→ **Assigned task**
Report each line of the entries that includes "middle" by copying it.

→ **Data in this exercise**
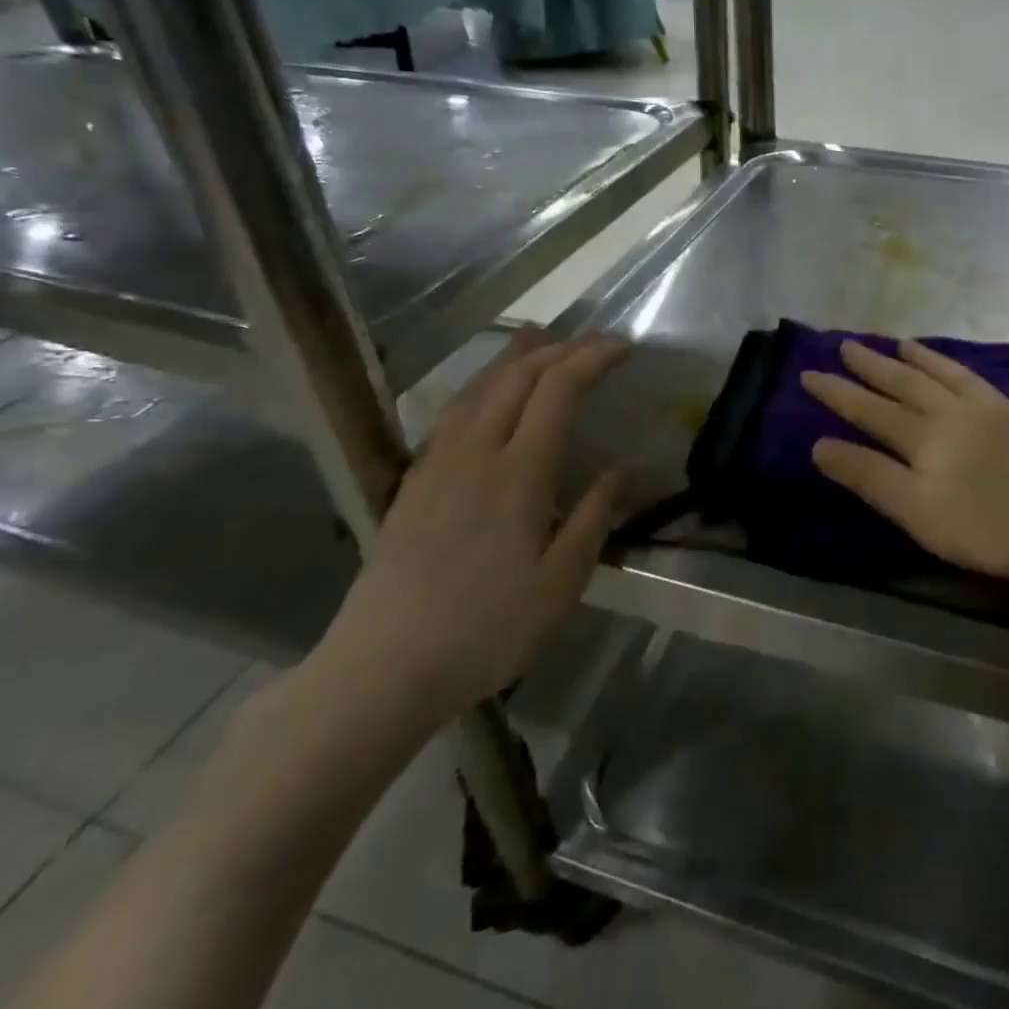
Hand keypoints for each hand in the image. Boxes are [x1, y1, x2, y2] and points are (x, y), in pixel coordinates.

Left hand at [318, 332, 626, 725]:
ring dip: (515, 359)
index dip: (592, 358)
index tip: (624, 348)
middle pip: (516, 376)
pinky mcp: (413, 483)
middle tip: (594, 345)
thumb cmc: (486, 629)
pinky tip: (486, 397)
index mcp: (518, 472)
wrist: (382, 667)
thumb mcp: (560, 582)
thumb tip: (626, 467)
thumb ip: (594, 516)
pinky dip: (481, 386)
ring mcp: (436, 464)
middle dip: (559, 350)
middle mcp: (474, 452)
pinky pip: (452, 413)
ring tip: (539, 341)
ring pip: (477, 388)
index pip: (558, 389)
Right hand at [801, 338, 1008, 580]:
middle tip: (849, 344)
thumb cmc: (994, 525)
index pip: (872, 411)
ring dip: (935, 362)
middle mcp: (963, 415)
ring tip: (909, 344)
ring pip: (964, 379)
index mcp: (928, 438)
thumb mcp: (918, 511)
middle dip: (876, 366)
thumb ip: (870, 477)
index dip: (839, 393)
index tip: (809, 371)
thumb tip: (820, 445)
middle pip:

→ **Result of this task**
middle pip: (516, 376)
middle tip: (594, 345)
middle dip: (559, 350)
middle mcp: (474, 452)
middle tip: (849, 344)
middle mcp: (963, 415)
middle dip: (876, 366)
middle pip:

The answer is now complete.